Question

Extract N amino acids from fasta file

0

Entering edit mode

5.7 years ago

martha.chapa.mc18 • 0

Hi, I want to extract the first N aminoacids from sequences in a fasta file. I have this sequences,

>a47619p2-
MVKIALFGRNITLPILIFIGFVFLHDASAQTATVIDWDQIREASQTQRRQAAAIANAPVK
QGVVHEPIDAGVMAGNVPAEQRNAASIVQSIDGSKLSQISDRLPKFIKQGSDEVVYGKHV
VVSKLGPEVIGLILDLIKAQPANRALLLAKLQAISNDGNPEASNFMGFVFEYGLFGAVKN

for example, I want this sequence with only 30 aa, like:

>a47619p2-
MVKIALFGRNITLPILIFIGFVFLHDASAQ

Is there a program that can do this to all sequences in linux terminal? I hope you can help me. Thank you.

fasta sequence • 2.7k views

ADD COMMENT • link updated 2.4 years ago by Ram 45k • written 5.7 years ago by martha.chapa.mc18 • 0

0

Entering edit mode

You could convert to tabular format with seqkit and use the substring function from awk:

seqkit fx2tab file.fasta  | awk -v FS="\t" '{print ">"$1"\n"substr($2,1,30)}'

ADD REPLY • link 5.7 years ago by alex.zaccaron ▴ 480

1

Entering edit mode

seqkit subseq -r 1:20 is enough.

ADD REPLY • link 5.7 years ago by shenwei356 8.7k

0

Entering edit mode

Be careful! This approach makes a lot of assumptions about the structure of the FASTA file.

ADD REPLY • link 5.7 years ago by Alex Reynolds 36k

0

Entering edit mode

Yes, it does. Sorry, I thought the input file was tabular format. I updated the comment.

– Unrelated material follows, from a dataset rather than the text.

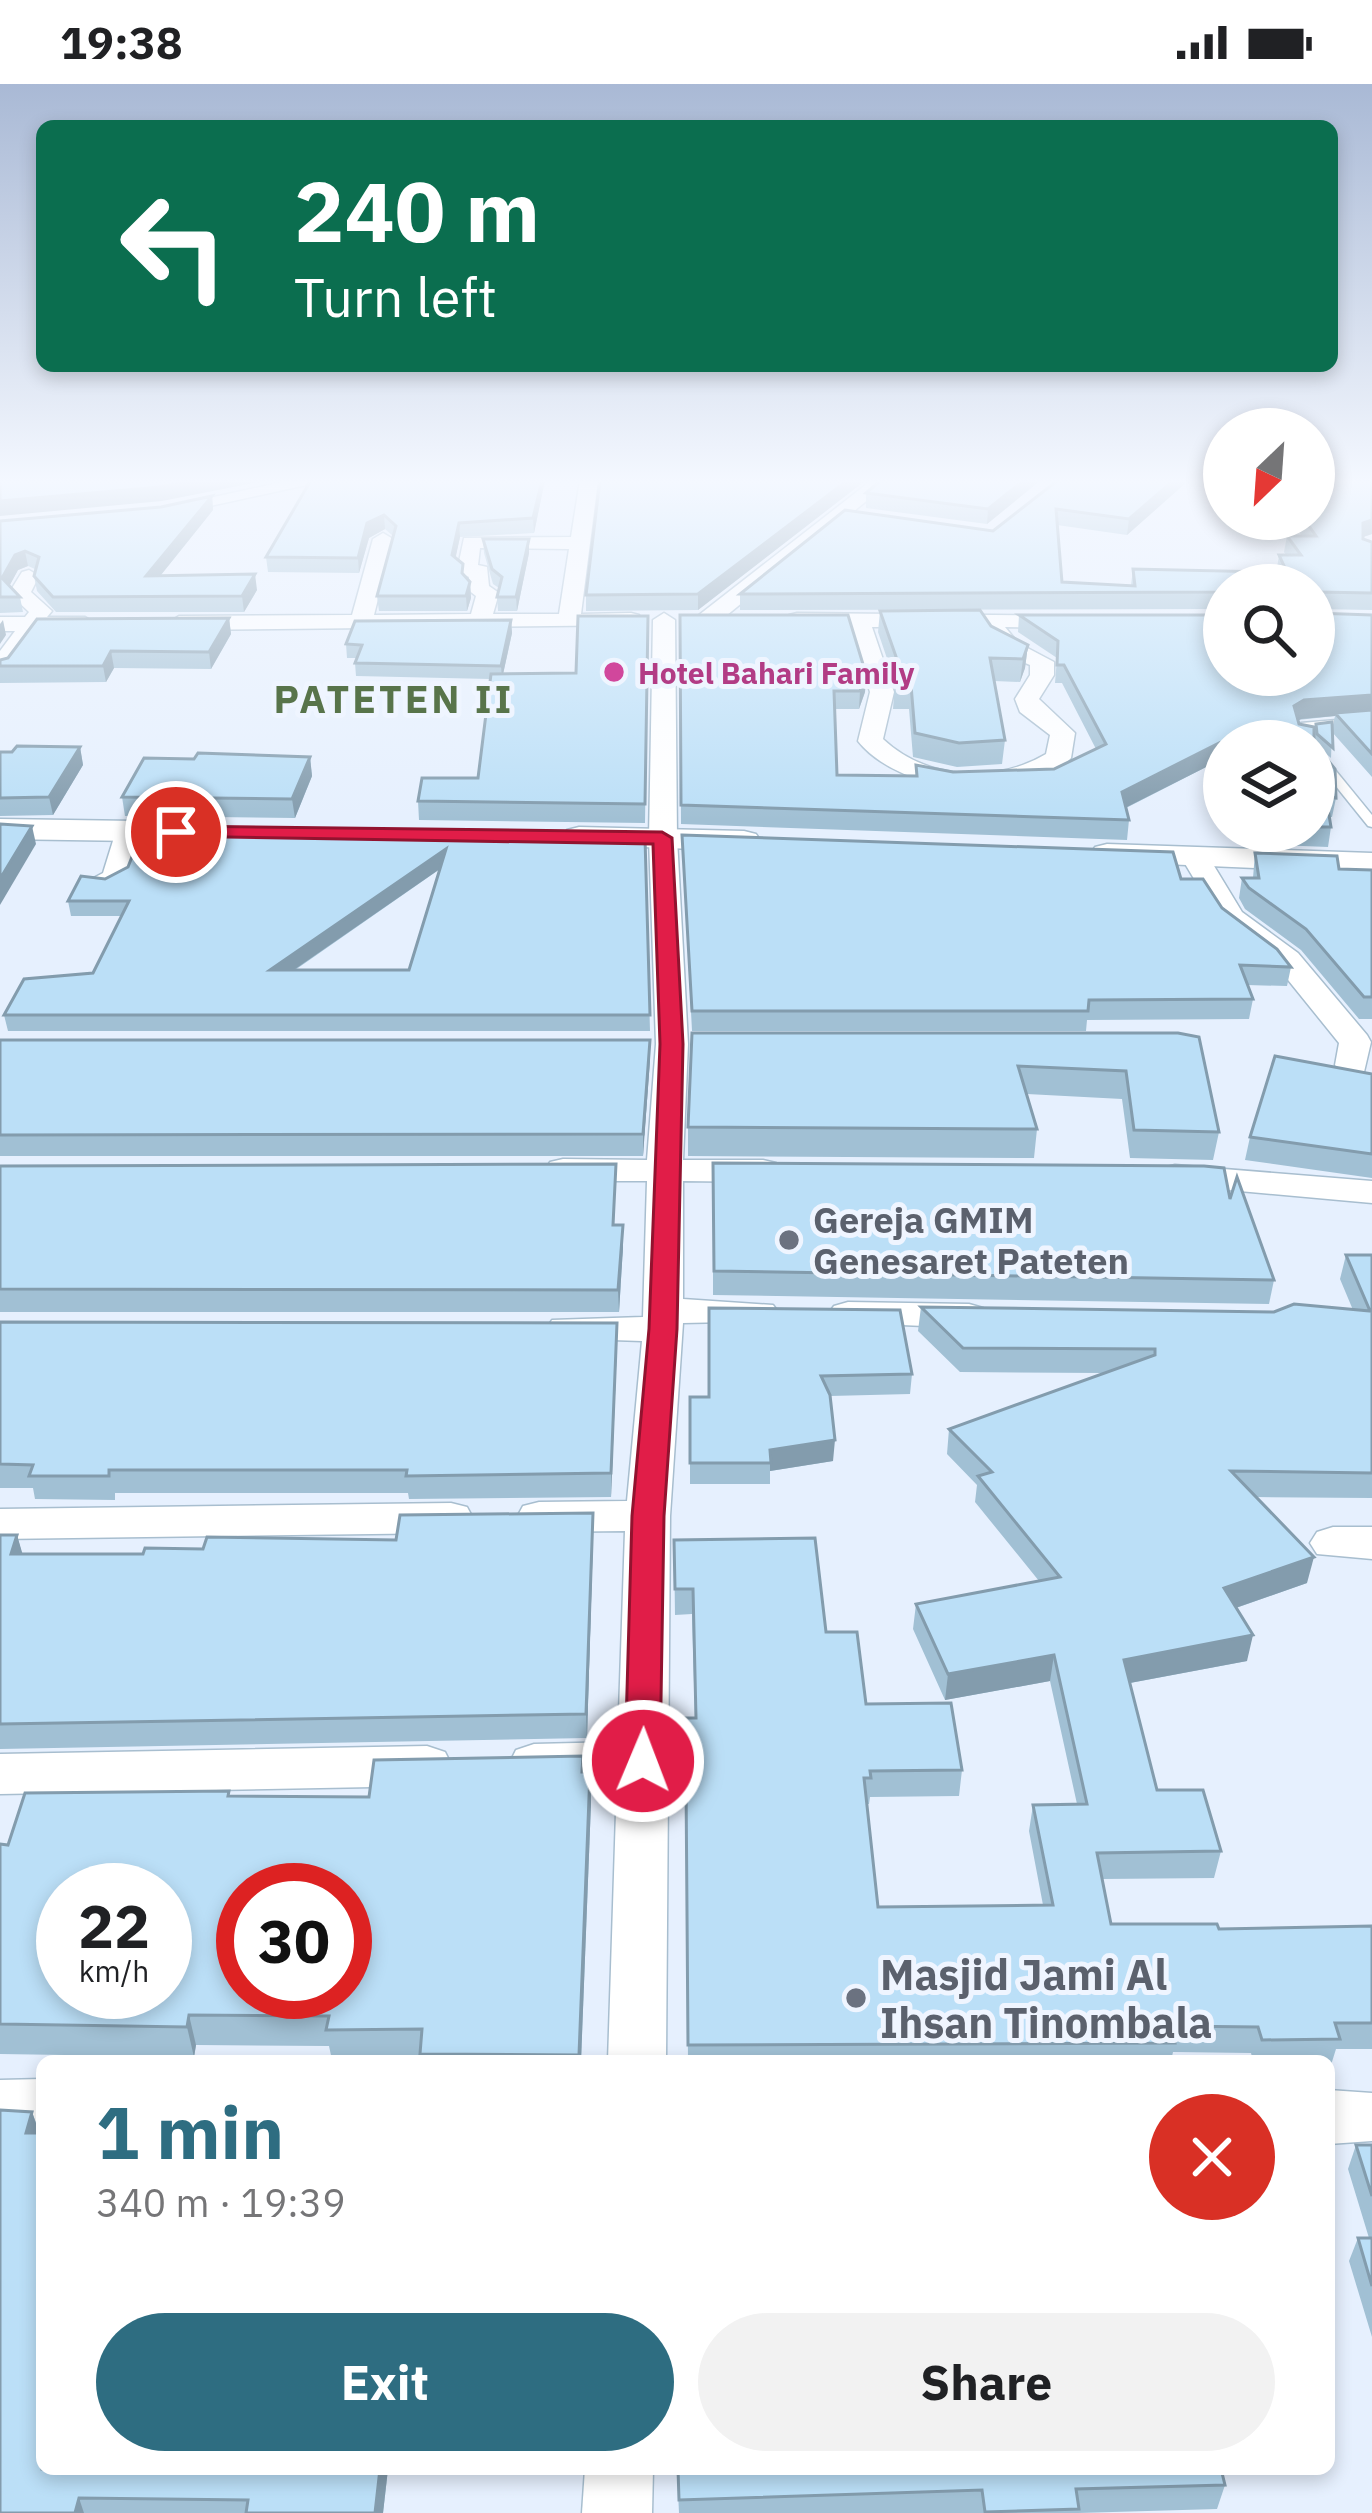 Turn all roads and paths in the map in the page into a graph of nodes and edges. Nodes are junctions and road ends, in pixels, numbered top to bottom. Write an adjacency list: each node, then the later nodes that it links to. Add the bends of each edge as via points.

ADD REPLY • link 5.7 years ago by alex.zaccaron ▴ 480

score 1 · Answer 1 · 2019-12-09

1

Entering edit mode

5.7 years ago

finswimmer 16k

Using seqkit:

$ seqkit subseq -r 1:30 input.fasta

ADD COMMENT • link 5.7 years ago by finswimmer 16k

score 0 · Answer 2 · 2019-12-09

awk '{if(/>.*/) {print} else {print substr($0, 1, 30)} }' test.fa

test.fa

>a47619p2-
MVKIALFGRNITLPILIFIGFVFLHDASAQTATVIDWDQIREASQTQRRQAAAIANAPVKQGVVHEPIDAGVMAGNVPAEQRNAASIVQSIDGSKLSQISDRLPKFIKQGSDEVVYGKHVVVSKLGPEVIGLILDLIKAQPANRALLLAKLQAISNDGNPEASNFMGFVFEYGLFGAVKN

output

>a47619p2-
MVKIALFGRNITLPILIFIGFVFLHDASAQ

score 0 · Answer 3 · 2019-12-10

With biopython:

#Usage: python3 scriptname.py file.fasta
import sys
from Bio import SeqIO

for i in SeqIO.parse(sys.argv[1], "fasta"):
    print(f">{i.description}\n{i.seq[0:30]}")

Or as a one-liner:

$ python3 -c 'import sys; from Bio import SeqIO; [print(f">{i.description}\n{i.seq[0:30]}") for i in SeqIO.parse(sys.argv[1], "fasta")];' file.fasta

Replace [0:30] with whatever range you like (it doesn't have to start at zero either).